Miss Leigh looked at her anxiously, and sighed.
“My dear, you must think well about it,” she said—“Lord Blythe would care for you as his own child, I am sure—and his home would be a safe and splendid one for you—but there!—do not ask me!” and the old lady wiped away one or two trickling tears from her eyes—“I am selfish!—and now I know you are Pierce’s daughter I want to keep you for myself!—to have you near me!—to look at you and love you!—”
Her voice broke—her gaze instinctively wandered to the portrait of the man whose memory she had cherished so long and so fondly.

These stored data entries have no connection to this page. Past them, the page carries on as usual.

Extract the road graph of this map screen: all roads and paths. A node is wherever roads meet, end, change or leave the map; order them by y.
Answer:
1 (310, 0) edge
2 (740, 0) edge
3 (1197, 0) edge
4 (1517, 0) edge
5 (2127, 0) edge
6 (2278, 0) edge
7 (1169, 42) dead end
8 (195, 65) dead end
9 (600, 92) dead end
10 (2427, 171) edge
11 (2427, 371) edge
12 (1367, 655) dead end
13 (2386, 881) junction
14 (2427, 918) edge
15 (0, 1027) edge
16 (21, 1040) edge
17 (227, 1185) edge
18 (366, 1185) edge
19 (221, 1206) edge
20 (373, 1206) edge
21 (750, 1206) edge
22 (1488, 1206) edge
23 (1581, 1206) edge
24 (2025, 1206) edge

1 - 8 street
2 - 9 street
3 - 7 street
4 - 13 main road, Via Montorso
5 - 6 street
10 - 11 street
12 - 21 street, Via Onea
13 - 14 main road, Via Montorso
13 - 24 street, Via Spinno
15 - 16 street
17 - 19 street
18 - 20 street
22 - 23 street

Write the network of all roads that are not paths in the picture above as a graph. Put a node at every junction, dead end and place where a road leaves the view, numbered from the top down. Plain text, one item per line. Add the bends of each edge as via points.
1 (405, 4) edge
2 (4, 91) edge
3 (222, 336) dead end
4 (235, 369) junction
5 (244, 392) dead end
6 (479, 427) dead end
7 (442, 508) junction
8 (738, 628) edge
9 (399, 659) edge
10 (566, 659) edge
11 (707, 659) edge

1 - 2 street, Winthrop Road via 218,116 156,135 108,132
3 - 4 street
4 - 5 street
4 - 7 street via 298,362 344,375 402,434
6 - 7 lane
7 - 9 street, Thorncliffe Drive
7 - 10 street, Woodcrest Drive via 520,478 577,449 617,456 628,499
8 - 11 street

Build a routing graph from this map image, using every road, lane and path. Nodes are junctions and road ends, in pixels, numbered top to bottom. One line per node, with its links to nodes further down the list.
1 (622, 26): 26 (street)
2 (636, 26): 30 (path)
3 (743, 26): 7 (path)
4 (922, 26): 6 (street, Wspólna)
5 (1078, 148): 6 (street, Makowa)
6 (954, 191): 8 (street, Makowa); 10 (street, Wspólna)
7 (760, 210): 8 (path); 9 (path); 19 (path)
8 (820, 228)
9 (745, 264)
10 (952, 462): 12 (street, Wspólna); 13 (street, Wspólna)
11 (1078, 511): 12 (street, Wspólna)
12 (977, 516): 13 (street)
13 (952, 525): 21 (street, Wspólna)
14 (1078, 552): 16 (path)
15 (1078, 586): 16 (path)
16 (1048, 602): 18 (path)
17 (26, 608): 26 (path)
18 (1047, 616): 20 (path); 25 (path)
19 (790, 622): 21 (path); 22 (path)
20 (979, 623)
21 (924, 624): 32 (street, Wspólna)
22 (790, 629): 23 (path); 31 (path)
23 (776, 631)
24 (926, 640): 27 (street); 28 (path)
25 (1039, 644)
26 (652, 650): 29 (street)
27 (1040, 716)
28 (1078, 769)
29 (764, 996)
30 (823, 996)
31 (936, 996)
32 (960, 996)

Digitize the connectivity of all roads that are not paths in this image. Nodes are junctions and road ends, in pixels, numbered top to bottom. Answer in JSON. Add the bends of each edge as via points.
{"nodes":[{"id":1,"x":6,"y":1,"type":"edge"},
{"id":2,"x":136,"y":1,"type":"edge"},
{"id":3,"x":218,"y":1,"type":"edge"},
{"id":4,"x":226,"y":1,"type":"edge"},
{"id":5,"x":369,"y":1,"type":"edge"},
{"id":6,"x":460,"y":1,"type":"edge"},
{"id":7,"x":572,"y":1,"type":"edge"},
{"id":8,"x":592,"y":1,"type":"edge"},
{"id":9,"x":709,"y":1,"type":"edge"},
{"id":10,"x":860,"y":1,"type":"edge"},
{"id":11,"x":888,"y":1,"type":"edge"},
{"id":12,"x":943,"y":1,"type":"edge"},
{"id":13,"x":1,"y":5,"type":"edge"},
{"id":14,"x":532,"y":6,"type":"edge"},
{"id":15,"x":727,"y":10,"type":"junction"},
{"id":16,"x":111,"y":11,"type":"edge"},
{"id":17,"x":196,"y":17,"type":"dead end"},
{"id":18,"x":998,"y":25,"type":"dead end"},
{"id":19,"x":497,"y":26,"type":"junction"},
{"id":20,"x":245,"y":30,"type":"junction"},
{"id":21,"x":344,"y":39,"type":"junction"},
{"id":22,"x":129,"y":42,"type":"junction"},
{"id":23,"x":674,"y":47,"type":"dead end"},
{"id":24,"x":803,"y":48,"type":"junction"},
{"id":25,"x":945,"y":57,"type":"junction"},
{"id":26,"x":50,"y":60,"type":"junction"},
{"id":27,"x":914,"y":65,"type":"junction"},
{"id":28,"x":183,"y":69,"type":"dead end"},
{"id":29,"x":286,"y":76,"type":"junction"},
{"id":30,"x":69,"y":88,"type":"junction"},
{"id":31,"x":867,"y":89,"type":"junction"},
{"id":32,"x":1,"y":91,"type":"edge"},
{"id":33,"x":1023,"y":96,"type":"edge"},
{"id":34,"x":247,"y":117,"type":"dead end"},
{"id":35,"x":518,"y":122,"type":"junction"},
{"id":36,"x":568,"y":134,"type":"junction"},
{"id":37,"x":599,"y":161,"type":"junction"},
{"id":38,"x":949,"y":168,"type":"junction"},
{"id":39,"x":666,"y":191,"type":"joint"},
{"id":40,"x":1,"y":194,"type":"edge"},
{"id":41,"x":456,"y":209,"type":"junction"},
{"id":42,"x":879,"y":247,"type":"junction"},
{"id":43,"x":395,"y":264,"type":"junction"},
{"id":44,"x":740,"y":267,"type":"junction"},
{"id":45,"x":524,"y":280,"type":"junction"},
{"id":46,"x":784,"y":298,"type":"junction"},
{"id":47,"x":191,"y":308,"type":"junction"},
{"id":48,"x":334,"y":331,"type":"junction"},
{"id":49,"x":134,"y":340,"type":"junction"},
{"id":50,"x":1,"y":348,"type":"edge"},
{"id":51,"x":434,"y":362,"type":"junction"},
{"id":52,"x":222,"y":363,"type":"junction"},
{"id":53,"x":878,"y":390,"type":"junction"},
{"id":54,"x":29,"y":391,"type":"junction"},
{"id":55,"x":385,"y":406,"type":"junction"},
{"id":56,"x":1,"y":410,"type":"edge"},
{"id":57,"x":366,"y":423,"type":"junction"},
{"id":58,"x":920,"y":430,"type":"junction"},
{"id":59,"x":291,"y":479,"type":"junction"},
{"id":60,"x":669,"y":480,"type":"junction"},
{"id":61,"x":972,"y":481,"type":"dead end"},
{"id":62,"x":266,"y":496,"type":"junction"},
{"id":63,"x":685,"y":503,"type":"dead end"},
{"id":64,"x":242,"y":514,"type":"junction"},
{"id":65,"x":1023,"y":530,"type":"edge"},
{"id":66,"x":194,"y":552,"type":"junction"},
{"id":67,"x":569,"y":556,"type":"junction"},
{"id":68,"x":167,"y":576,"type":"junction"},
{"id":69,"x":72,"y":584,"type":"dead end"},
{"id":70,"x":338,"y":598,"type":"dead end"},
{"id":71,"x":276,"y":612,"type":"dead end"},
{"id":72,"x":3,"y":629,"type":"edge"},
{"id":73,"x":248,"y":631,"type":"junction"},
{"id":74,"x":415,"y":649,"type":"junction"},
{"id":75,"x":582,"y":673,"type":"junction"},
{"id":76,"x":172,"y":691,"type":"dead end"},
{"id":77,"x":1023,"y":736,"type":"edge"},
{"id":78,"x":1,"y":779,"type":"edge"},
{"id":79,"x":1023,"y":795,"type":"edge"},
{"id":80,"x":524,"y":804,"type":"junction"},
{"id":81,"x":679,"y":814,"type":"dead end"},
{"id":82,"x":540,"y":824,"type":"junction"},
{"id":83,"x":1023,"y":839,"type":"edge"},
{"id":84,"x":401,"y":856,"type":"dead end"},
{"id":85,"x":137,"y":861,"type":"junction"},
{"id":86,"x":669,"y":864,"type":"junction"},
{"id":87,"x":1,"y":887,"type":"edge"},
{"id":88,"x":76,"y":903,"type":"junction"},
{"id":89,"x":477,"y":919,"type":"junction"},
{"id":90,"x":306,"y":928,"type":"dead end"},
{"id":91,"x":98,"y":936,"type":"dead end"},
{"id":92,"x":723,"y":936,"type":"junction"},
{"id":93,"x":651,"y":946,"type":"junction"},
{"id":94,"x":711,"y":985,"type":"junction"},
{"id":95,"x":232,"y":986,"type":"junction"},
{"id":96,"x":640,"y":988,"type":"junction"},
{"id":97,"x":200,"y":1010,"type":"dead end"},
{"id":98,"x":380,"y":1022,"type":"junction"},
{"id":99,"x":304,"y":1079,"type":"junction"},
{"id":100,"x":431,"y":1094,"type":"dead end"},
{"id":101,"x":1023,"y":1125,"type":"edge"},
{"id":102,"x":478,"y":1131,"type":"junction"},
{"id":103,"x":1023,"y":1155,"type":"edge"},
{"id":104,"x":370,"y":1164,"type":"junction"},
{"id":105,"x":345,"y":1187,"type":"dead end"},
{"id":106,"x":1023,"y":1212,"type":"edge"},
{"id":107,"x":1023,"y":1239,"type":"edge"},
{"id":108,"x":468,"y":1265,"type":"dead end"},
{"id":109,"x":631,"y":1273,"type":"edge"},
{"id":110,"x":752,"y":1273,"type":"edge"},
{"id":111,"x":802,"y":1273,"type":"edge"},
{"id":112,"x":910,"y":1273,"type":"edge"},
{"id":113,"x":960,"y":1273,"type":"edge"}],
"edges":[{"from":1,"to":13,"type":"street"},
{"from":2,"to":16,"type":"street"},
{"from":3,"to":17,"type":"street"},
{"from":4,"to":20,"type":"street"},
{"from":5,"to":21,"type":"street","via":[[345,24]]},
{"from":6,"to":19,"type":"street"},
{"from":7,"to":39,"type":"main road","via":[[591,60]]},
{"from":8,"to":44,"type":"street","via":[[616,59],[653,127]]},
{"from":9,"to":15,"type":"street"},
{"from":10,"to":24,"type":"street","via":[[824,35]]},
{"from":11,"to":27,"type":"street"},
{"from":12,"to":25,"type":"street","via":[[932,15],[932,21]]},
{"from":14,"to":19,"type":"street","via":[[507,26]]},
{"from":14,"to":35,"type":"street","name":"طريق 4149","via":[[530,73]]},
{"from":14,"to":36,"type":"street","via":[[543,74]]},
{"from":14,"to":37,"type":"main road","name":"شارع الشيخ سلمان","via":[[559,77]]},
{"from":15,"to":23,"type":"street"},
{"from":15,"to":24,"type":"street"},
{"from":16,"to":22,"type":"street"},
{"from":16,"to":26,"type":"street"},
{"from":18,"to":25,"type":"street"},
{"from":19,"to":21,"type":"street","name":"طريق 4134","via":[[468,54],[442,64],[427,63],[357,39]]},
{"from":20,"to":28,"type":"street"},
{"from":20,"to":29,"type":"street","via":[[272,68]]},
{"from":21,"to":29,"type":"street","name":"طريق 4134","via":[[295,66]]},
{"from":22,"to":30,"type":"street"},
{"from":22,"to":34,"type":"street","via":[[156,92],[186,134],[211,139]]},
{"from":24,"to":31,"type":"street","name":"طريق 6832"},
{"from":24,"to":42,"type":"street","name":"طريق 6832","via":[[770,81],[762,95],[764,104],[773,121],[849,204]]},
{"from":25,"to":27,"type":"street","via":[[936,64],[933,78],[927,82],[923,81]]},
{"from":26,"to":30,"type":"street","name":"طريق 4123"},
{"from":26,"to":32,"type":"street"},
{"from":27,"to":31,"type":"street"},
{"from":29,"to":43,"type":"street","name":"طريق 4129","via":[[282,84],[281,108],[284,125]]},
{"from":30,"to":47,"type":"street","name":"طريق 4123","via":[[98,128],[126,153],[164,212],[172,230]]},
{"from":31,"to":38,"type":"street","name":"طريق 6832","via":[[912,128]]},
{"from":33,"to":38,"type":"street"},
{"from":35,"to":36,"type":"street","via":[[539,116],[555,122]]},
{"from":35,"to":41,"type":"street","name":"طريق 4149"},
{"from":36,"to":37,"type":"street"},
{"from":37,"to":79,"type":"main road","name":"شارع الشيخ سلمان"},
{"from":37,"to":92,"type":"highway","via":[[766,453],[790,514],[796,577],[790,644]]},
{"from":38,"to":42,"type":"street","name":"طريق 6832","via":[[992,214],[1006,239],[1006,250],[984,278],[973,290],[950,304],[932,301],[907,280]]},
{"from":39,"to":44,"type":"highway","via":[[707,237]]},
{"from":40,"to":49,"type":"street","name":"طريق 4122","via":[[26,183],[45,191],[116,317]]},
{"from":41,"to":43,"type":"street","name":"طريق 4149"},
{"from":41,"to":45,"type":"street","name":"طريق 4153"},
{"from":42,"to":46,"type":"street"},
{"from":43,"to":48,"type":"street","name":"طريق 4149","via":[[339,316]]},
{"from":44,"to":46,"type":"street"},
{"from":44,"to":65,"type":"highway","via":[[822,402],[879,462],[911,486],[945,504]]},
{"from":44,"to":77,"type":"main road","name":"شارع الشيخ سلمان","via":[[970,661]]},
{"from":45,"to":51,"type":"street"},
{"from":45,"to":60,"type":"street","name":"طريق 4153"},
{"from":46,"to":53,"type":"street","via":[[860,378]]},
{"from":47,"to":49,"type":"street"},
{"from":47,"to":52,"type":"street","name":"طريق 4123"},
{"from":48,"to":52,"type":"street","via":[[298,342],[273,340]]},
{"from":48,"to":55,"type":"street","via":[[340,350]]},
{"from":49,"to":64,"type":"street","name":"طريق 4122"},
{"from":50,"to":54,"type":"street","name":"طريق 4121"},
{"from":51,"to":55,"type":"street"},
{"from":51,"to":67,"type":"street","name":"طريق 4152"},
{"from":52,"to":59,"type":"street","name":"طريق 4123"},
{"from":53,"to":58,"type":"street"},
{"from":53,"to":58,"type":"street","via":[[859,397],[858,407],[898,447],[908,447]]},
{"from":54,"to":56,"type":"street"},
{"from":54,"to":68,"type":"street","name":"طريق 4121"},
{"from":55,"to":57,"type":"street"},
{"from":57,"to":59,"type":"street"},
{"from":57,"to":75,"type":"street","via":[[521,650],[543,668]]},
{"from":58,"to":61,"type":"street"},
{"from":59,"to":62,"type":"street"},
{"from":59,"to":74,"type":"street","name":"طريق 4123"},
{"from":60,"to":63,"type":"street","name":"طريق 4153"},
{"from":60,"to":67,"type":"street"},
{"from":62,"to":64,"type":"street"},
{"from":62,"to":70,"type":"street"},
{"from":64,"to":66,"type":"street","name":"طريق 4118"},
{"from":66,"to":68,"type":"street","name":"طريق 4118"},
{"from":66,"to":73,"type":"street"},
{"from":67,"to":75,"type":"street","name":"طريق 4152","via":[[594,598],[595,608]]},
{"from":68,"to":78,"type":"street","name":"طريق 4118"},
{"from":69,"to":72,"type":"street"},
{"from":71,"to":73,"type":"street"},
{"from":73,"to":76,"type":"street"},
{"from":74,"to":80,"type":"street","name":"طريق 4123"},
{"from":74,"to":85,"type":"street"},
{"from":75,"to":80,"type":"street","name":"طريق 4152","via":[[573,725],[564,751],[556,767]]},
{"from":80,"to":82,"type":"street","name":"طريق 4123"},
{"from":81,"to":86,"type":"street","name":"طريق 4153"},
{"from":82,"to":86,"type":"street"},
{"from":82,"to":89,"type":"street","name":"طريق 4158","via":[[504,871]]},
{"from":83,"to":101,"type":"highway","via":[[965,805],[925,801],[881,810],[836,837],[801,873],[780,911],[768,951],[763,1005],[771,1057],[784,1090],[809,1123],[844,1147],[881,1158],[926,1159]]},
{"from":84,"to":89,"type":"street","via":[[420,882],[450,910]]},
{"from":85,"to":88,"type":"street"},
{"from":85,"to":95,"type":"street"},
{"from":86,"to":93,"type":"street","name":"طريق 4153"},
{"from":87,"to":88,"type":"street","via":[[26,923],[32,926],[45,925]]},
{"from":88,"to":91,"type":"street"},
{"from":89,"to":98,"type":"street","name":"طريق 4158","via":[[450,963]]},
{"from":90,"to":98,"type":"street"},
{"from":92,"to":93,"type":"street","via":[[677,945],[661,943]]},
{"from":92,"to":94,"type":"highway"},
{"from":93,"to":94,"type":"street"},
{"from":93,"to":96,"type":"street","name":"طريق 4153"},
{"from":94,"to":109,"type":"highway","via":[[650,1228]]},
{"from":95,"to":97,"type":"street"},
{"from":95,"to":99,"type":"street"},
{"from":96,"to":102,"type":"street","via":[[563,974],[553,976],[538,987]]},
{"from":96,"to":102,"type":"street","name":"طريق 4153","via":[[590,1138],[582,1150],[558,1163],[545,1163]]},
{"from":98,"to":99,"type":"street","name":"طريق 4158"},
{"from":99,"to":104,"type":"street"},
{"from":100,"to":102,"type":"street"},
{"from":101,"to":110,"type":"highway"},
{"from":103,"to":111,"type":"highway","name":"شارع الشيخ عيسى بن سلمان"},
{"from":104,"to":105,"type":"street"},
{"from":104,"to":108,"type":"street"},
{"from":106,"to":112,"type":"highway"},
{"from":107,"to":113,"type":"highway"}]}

“What did you think—what must you have thought the first day you came here when I asked you if you were any relation to Pierce Armitage, and told you that was his portrait!” she said, wistfully.
“I thought that God had guided me to you,” the girl answered, in soft, grave accents—“And that my father’s spirit had not forsaken me!”
There was a moment’s silence. Then she spoke more lightly—
“Dear Lord Blythe,” she said—“Now that you know so much may I tell you my own story? It will not take long! Come and sit here— yes!”—and she placed a comfortable arm-chair for him, while she drew Miss Leigh gently down on the sofa and sat next to her—“It is nothing of a story!—my little life is not at all like the lives lived by all the girls of my age that I have ever met or seen—it’s all in the past, as it were,—the old, very old past!— as far back as the days of Elizabeth!”
She laughed, but there were tears in her eyes—she brushed them away and holding Miss Leigh’s hand in her own, she told with simple truth and directness the narrative of her childhood’s days —her life on Briar Farm—how she had been trained by Priscilla to bake, and brew, and wash and sew,—and how she had found her chief joy and relaxation from household duties in the reading of the old books she had found stowed away in the dower-chests belonging to the “Sieur Amadis de Jocelin.”
As she pronounced the name with an unconsciously tender accentuation Lord Blythe interrupted her.